Another major advantage of clustered systems is their ability to reduce contention for

system resources caused by activities such as backup, decision support and report

generation. Enhanced value can be derived from cluster systems by performing such

operations on lightly loaded nodes in the cluster instead of on the heavily loaded nodes

that answer requests for service. This ability to perform some operations on the lightly

loaded nodes is commonly termed load balancing.

To implement cluster functionality, VxVM works together with the cluster monitor daemon

that is provided by the host operating system. The cluster monitor informs

VxVM of changes in cluster membership. Each node starts up independently and has its

own cluster monitor plus its own copies of the operating system and VxVM with support

for cluster functionality. When a node joins a cluster, it gains access to shared disks. When

a node leaves a cluster, it no longer has access to shared disks. A node joins a cluster when

the cluster monitor is started on that node.

The figure “Example of a 4-Node Cluster” on page 99 illustrates a simple cluster

arrangement consisting of four nodes with similar or identical hardware characteristics

(CPUs, RAM and host adapters), and configured with identical software (including the

operating system). The nodes are fully connected by a private network and they are also

separately connected to shared external storage (either disk arrays or JBODs: just a bunch

of disks) via Fibre Channel. Each node has two independent paths to these disks, which are

configured in one or more cluster-shareable disk groups.
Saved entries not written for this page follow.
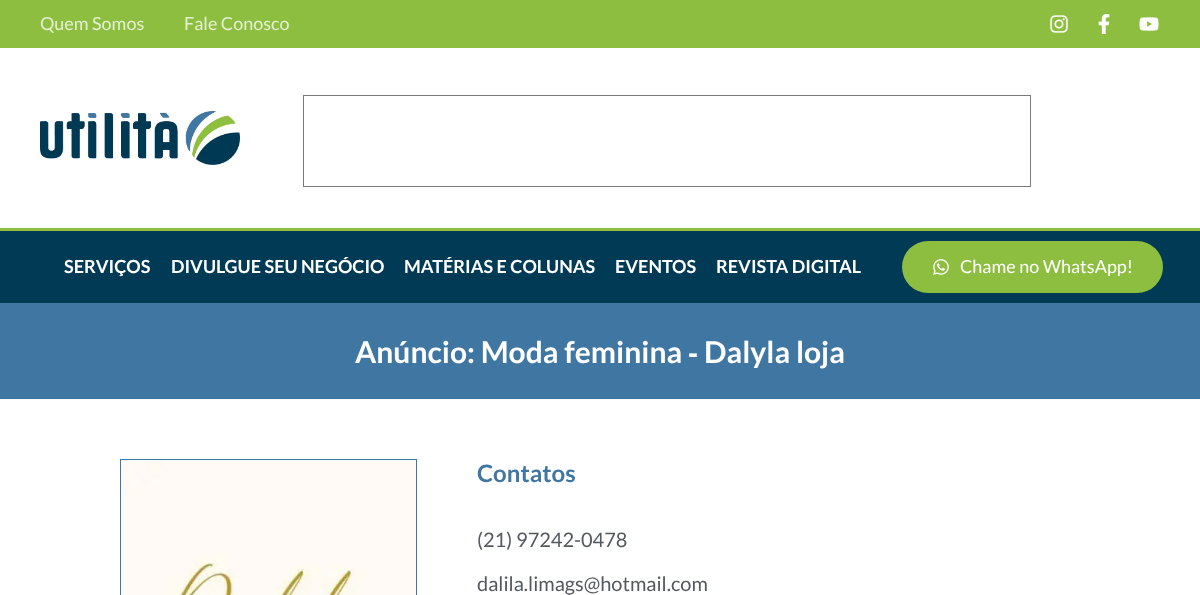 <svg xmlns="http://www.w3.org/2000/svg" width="1200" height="595">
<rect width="100%" height="100%" fill="#fff"/>
<rect width="1200" height="48" fill="#8ebe3f"/>
<text x="40" y="30" style="font-family:Lato;font-size:18px;fill:#e5f0d3">Quem Somos</text>
<text x="184" y="30" style="font-family:Lato;font-size:18px;fill:#e5f0d3">Fale Conosco</text>
<image x="1050" y="15" width="18" height="18" href="media/1.png"/>
<image x="1098" y="14" width="12" height="20" href="media/2.png"/>
<image x="1139" y="17" width="20" height="14" href="media/3.png"/>
<image x="40" y="111" width="200" height="54" href="media/4.png"/>
<rect x="303.5" y="95.5" width="727" height="91" fill="none" stroke="#7a7a7a"/>
<rect y="231" width="1200" height="72" fill="#003a54"/>
<rect y="228" width="1200" height="3" fill="#8ebe3f"/>
<text x="64" y="273" style="font-family:Lato;font-size:18px;font-weight:bold;fill:#fff">SERVIÇOS</text>
<text x="171" y="273" style="font-family:Lato;font-size:18px;font-weight:bold;fill:#fff">DIVULGUE SEU NEGÓCIO</text>
<text x="404" y="273" style="font-family:Lato;font-size:18px;font-weight:bold;fill:#fff">MATÉRIAS E COLUNAS</text>
<text x="615" y="273" style="font-family:Lato;font-size:18px;font-weight:bold;fill:#fff">EVENTOS</text>
<text x="716" y="273" style="font-family:Lato;font-size:18px;font-weight:bold;fill:#fff">REVISTA DIGITAL</text>
<rect x="902" y="241" width="261" height="52" rx="26" fill="#8ebe3f"/>
<image x="933" y="259" width="16" height="16" href="media/5.png"/>
<text x="960" y="273" style="font-family:Lato;font-size:18px;fill:#fff">Chame no WhatsApp!</text>
<rect y="303" width="1200" height="96" fill="#4077a2"/>
<text x="355" y="363" style="font-family:Lato;font-size:30px;font-weight:bold;fill:#fff">Anúncio: Moda feminina</text>
<text x="688" y="363" style="font-family:Liberation Sans;font-size:30px;font-weight:bold;fill:#fff">‐</text>
<text x="704" y="363" style="font-family:Lato;font-size:30px;font-weight:bold;fill:#fff">Dalyla loja</text>
<rect x="120.5" y="459.5" width="296" height="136" fill="none" stroke="#4077a2"/>
<image x="121" y="460" width="295" height="135" href="media/6.png"/>
<text x="477" y="482" style="font-family:Lato;font-size:24px;font-weight:bold;fill:#4077a2">Contatos</text>
<text x="477" y="547" style="font-family:Lato;font-size:20px;fill:#54595f">(21) 97242-0478</text>
<text x="477" y="591" style="font-family:Lato;font-size:20px;fill:#54595f">dalila.limags@hotmail.com</text>
</svg>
The private network allows the nodes to share information about system resources and

about each other’s state. Using the private network, any node can recognize which other

nodes are currently active, which are joining or leaving the cluster, and which have failed.

The private network requires at least two communication channels to provide

redundancy against one of the channels failing. If only one channel were used, its failure

would be indistinguishable from node failure—a condition known as network partitioning.